** Records for this task follows **

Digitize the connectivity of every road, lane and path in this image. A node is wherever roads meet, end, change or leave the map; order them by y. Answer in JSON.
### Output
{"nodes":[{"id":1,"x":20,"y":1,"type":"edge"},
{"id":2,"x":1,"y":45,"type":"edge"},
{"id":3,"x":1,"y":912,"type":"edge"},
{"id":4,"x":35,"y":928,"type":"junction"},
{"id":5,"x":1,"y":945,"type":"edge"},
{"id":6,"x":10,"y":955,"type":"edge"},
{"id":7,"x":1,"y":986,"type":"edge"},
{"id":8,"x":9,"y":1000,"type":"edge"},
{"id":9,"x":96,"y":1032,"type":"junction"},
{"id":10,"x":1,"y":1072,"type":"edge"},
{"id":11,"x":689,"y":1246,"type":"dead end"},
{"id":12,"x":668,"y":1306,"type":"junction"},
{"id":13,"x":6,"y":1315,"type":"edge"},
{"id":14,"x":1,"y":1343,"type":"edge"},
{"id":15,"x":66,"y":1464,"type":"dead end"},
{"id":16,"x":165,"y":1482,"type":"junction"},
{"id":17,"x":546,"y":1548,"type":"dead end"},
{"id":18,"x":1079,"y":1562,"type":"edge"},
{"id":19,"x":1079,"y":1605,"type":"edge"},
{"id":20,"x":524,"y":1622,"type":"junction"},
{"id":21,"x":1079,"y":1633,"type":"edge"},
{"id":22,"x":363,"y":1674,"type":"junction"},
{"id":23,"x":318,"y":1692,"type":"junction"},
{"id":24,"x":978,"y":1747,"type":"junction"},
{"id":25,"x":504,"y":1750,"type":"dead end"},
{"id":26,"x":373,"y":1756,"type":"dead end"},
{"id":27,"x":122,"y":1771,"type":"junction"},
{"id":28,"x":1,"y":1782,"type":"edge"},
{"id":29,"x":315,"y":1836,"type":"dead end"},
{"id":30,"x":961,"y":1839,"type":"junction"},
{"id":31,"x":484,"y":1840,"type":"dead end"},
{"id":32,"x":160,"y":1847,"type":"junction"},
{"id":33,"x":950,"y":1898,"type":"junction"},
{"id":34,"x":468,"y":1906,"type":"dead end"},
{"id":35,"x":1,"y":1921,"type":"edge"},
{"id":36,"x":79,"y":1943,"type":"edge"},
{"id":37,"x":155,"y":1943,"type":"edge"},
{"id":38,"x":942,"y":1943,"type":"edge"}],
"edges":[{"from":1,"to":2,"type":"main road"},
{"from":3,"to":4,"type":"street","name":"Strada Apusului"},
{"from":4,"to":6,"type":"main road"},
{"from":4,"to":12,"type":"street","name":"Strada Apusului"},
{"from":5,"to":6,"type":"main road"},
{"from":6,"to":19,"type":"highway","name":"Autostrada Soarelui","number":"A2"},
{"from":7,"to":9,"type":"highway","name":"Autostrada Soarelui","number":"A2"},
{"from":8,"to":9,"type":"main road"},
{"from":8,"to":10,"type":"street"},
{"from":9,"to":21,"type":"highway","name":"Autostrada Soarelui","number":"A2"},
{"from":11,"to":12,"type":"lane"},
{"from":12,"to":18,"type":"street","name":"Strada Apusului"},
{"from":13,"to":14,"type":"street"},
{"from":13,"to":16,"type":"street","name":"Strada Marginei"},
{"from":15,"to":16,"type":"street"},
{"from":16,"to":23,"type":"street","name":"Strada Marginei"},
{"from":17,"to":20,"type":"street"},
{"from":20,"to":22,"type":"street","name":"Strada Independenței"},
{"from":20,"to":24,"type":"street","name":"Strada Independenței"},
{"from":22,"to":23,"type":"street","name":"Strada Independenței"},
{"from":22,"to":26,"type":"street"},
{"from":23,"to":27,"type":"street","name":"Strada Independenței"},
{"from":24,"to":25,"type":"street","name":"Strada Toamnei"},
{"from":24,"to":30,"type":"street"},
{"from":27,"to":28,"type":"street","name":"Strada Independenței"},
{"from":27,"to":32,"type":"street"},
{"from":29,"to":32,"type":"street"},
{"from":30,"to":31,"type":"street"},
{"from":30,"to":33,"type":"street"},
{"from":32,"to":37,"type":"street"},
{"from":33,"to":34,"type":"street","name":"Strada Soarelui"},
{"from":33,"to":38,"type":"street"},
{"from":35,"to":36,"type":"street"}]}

** End of Records for this task **

What is needed.
Please write out the entries exactly, keeping every line intact.

Solved problem.
Digitize the connectivity of every road, lane and path in this image. A node is wherever roads meet, end, change or leave the map; order them by y. Answer in JSON.
### Output
{"nodes":[{"id":1,"x":20,"y":1,"type":"edge"},
{"id":2,"x":1,"y":45,"type":"edge"},
{"id":3,"x":1,"y":912,"type":"edge"},
{"id":4,"x":35,"y":928,"type":"junction"},
{"id":5,"x":1,"y":945,"type":"edge"},
{"id":6,"x":10,"y":955,"type":"edge"},
{"id":7,"x":1,"y":986,"type":"edge"},
{"id":8,"x":9,"y":1000,"type":"edge"},
{"id":9,"x":96,"y":1032,"type":"junction"},
{"id":10,"x":1,"y":1072,"type":"edge"},
{"id":11,"x":689,"y":1246,"type":"dead end"},
{"id":12,"x":668,"y":1306,"type":"junction"},
{"id":13,"x":6,"y":1315,"type":"edge"},
{"id":14,"x":1,"y":1343,"type":"edge"},
{"id":15,"x":66,"y":1464,"type":"dead end"},
{"id":16,"x":165,"y":1482,"type":"junction"},
{"id":17,"x":546,"y":1548,"type":"dead end"},
{"id":18,"x":1079,"y":1562,"type":"edge"},
{"id":19,"x":1079,"y":1605,"type":"edge"},
{"id":20,"x":524,"y":1622,"type":"junction"},
{"id":21,"x":1079,"y":1633,"type":"edge"},
{"id":22,"x":363,"y":1674,"type":"junction"},
{"id":23,"x":318,"y":1692,"type":"junction"},
{"id":24,"x":978,"y":1747,"type":"junction"},
{"id":25,"x":504,"y":1750,"type":"dead end"},
{"id":26,"x":373,"y":1756,"type":"dead end"},
{"id":27,"x":122,"y":1771,"type":"junction"},
{"id":28,"x":1,"y":1782,"type":"edge"},
{"id":29,"x":315,"y":1836,"type":"dead end"},
{"id":30,"x":961,"y":1839,"type":"junction"},
{"id":31,"x":484,"y":1840,"type":"dead end"},
{"id":32,"x":160,"y":1847,"type":"junction"},
{"id":33,"x":950,"y":1898,"type":"junction"},
{"id":34,"x":468,"y":1906,"type":"dead end"},
{"id":35,"x":1,"y":1921,"type":"edge"},
{"id":36,"x":79,"y":1943,"type":"edge"},
{"id":37,"x":155,"y":1943,"type":"edge"},
{"id":38,"x":942,"y":1943,"type":"edge"}],
"edges":[{"from":1,"to":2,"type":"main road"},
{"from":3,"to":4,"type":"street","name":"Strada Apusului"},
{"from":4,"to":6,"type":"main road"},
{"from":4,"to":12,"type":"street","name":"Strada Apusului"},
{"from":5,"to":6,"type":"main road"},
{"from":6,"to":19,"type":"highway","name":"Autostrada Soarelui","number":"A2"},
{"from":7,"to":9,"type":"highway","name":"Autostrada Soarelui","number":"A2"},
{"from":8,"to":9,"type":"main road"},
{"from":8,"to":10,"type":"street"},
{"from":9,"to":21,"type":"highway","name":"Autostrada Soarelui","number":"A2"},
{"from":11,"to":12,"type":"lane"},
{"from":12,"to":18,"type":"street","name":"Strada Apusului"},
{"from":13,"to":14,"type":"street"},
{"from":13,"to":16,"type":"street","name":"Strada Marginei"},
{"from":15,"to":16,"type":"street"},
{"from":16,"to":23,"type":"street","name":"Strada Marginei"},
{"from":17,"to":20,"type":"street"},
{"from":20,"to":22,"type":"street","name":"Strada Independenței"},
{"from":20,"to":24,"type":"street","name":"Strada Independenței"},
{"from":22,"to":23,"type":"street","name":"Strada Independenței"},
{"from":22,"to":26,"type":"street"},
{"from":23,"to":27,"type":"street","name":"Strada Independenței"},
{"from":24,"to":25,"type":"street","name":"Strada Toamnei"},
{"from":24,"to":30,"type":"street"},
{"from":27,"to":28,"type":"street","name":"Strada Independenței"},
{"from":27,"to":32,"type":"street"},
{"from":29,"to":32,"type":"street"},
{"from":30,"to":31,"type":"street"},
{"from":30,"to":33,"type":"street"},
{"from":32,"to":37,"type":"street"},
{"from":33,"to":34,"type":"street","name":"Strada Soarelui"},
{"from":33,"to":38,"type":"street"},
{"from":35,"to":36,"type":"street"}]}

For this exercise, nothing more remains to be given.